Chinese search engine Baidu.com prepares for U.S. stock market debut
BEIJING (AP) - Baidu.com takes its name from a 900-year-old poem but its ambitions are ultramodern - to become the Chinese-language equivalent of Internet search giant Google Inc. Little known abroad, five-year-old Baidu.com says it already is the world's sixth most-visited Internet site, thanks to a strong following from China's 100 million-plus web surfers. Now the startup founded by two Chinese veterans of American tech firms is preparing to follow Google's example with an initial public offering in the United States, hoping to raise $45 million US.
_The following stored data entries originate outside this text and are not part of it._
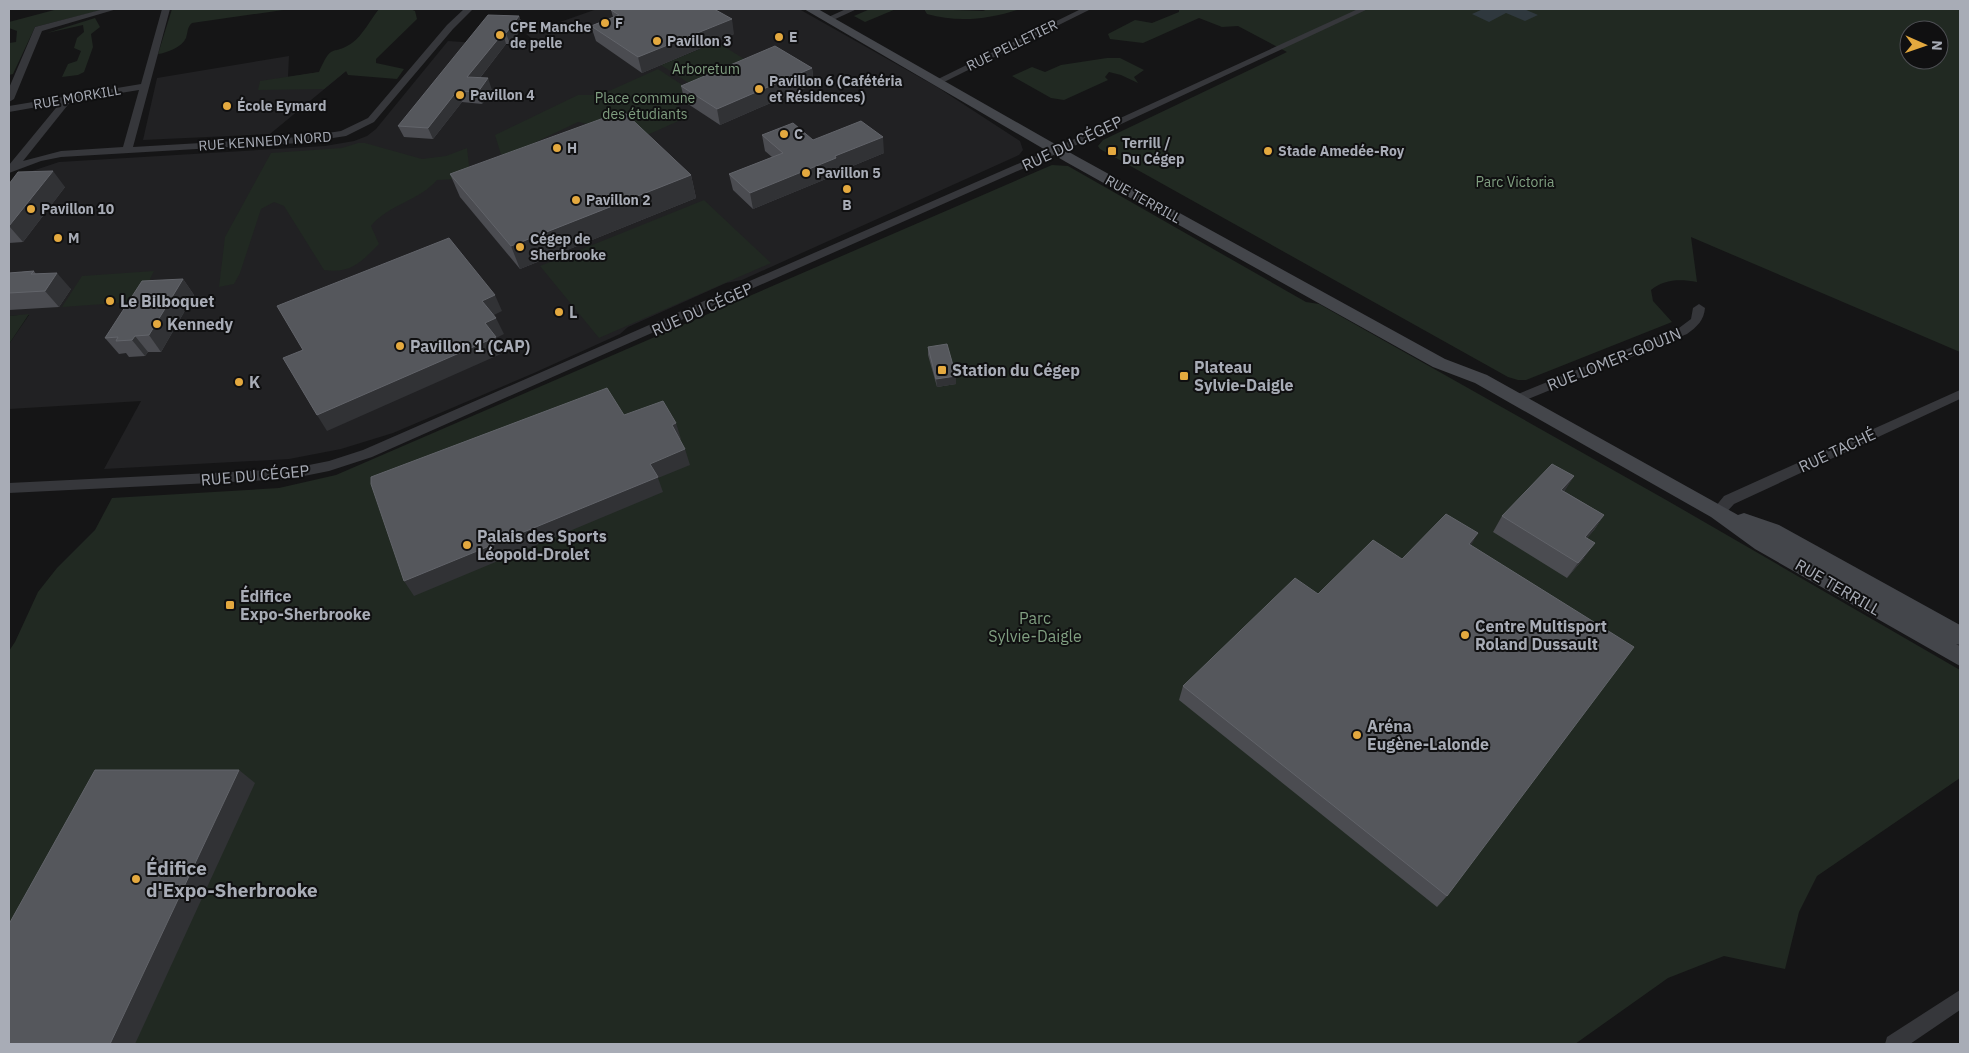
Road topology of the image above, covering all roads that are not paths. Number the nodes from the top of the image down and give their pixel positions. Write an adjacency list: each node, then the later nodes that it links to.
1 (113, 9): 11 (street)
2 (166, 9): 10 (street)
3 (469, 9): 15 (street, RUE KENNEDY NORD)
4 (810, 9): 8 (street, RUE TERRILL)
5 (853, 9): 8 (street)
6 (1087, 9): 9 (street, RUE PELLETIER)
7 (1364, 9): 14 (street, RUE DU CÉGEP)
8 (833, 14): 9 (street, RUE TERRILL)
9 (943, 79): 14 (street, RUE TERRILL)
10 (145, 86): 12 (street, RUE MORKILL); 15 (street)
11 (9, 99)
12 (68, 99): 13 (street, RUE MORKILL); 16 (street)
13 (9, 109)
14 (1064, 148): 19 (street, RUE TERRILL); 20 (street, RUE DU CÉGEP)
15 (127, 150): 16 (street, RUE KENNEDY NORD)
16 (9, 170)
17 (1698, 308): 19 (street, RUE LOMER-GOUIN)
18 (1960, 394): 21 (street, RUE TACHÉ)
19 (1517, 399): 21 (street, RUE TERRILL)
20 (9, 488)
21 (1718, 512): 22 (street, RUE TERRILL)
22 (1959, 649)
23 (1960, 999): 24 (street)
24 (1894, 1044)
Baidu.com is in the front ranks of an emerging group of Chinese companies that are trying to create Internet services uniquely suited to their country's ideogram-based language and the political restrictions of its communist government
"Here's a homegrown company that has created what really is a very strong search product," said David Wolf, managing director of Wolf Group Asia, a Beijing consulting firm.
Baidu.com was founded in 2000 by Robin Li, who earned a master's degree in computer science from the State University of New York at Buffalo and worked for U.S. search engine firm Infoseek, and Eric Xu, a Ph.D. holder from Texas A&M and a veteran of American biotech firms. Xu later left the company.
The name - pronounced "by doo" - means "one hundred times." It comes from a Song dynasty poem and refers to a man ardently searching for his lover in a festival crowd.
Google bought 2.6 per cent of Baidu.com last year in a move that outsiders thought might lead to the American giant taking over the tiny Chinese startup. But Baidu.com has stayed independent.
Google's influence shows, though, in Baidu.com's spare white site that is nearly identical to the American firm's.
By contrast, competitor 3721.com - bought in 2003 by U.S.-based Yahoo! - is a busier, colourful site with animated graphics.
Other early backers were U.S.-based venture capital firms including Draper Fisher Jurvetson and the investment arm of International Data Group. Draper Fisher is Baidu.com's biggest single shareholder, with a 28 per cent stake.
Baidu.com's IPO is modest beside the $1.2 billion that Google's public offering raised last August. But its tentative price for the block of shares being offered values the whole Chinese company at $650 million.
The company says it already makes money - some $303,000 in the three months that ended March 31.
China's government promotes Internet use for business and education. But it also has launched the world's most sweeping effort to police what its people can see online, blocking access to material deemed subversive or pornographic.
The extent of the censorship controls has been highlighted by the changes that foreign companies have made when they launch Chinese versions of commonly used services.
Free-speech activists criticized Microsoft Corp. when the blogging section of its recently launched China-based portal rejected such words as democracy, freedom and human rights, labelling them "forbidden language."
Google has also taken heat for blocking access to material that Chinese leaders dislike. A search on Google's China-based service for such topics as Taiwan, the Dalai Lama or the banned spiritual group Falun Gong returns a message that says "site cannot be found."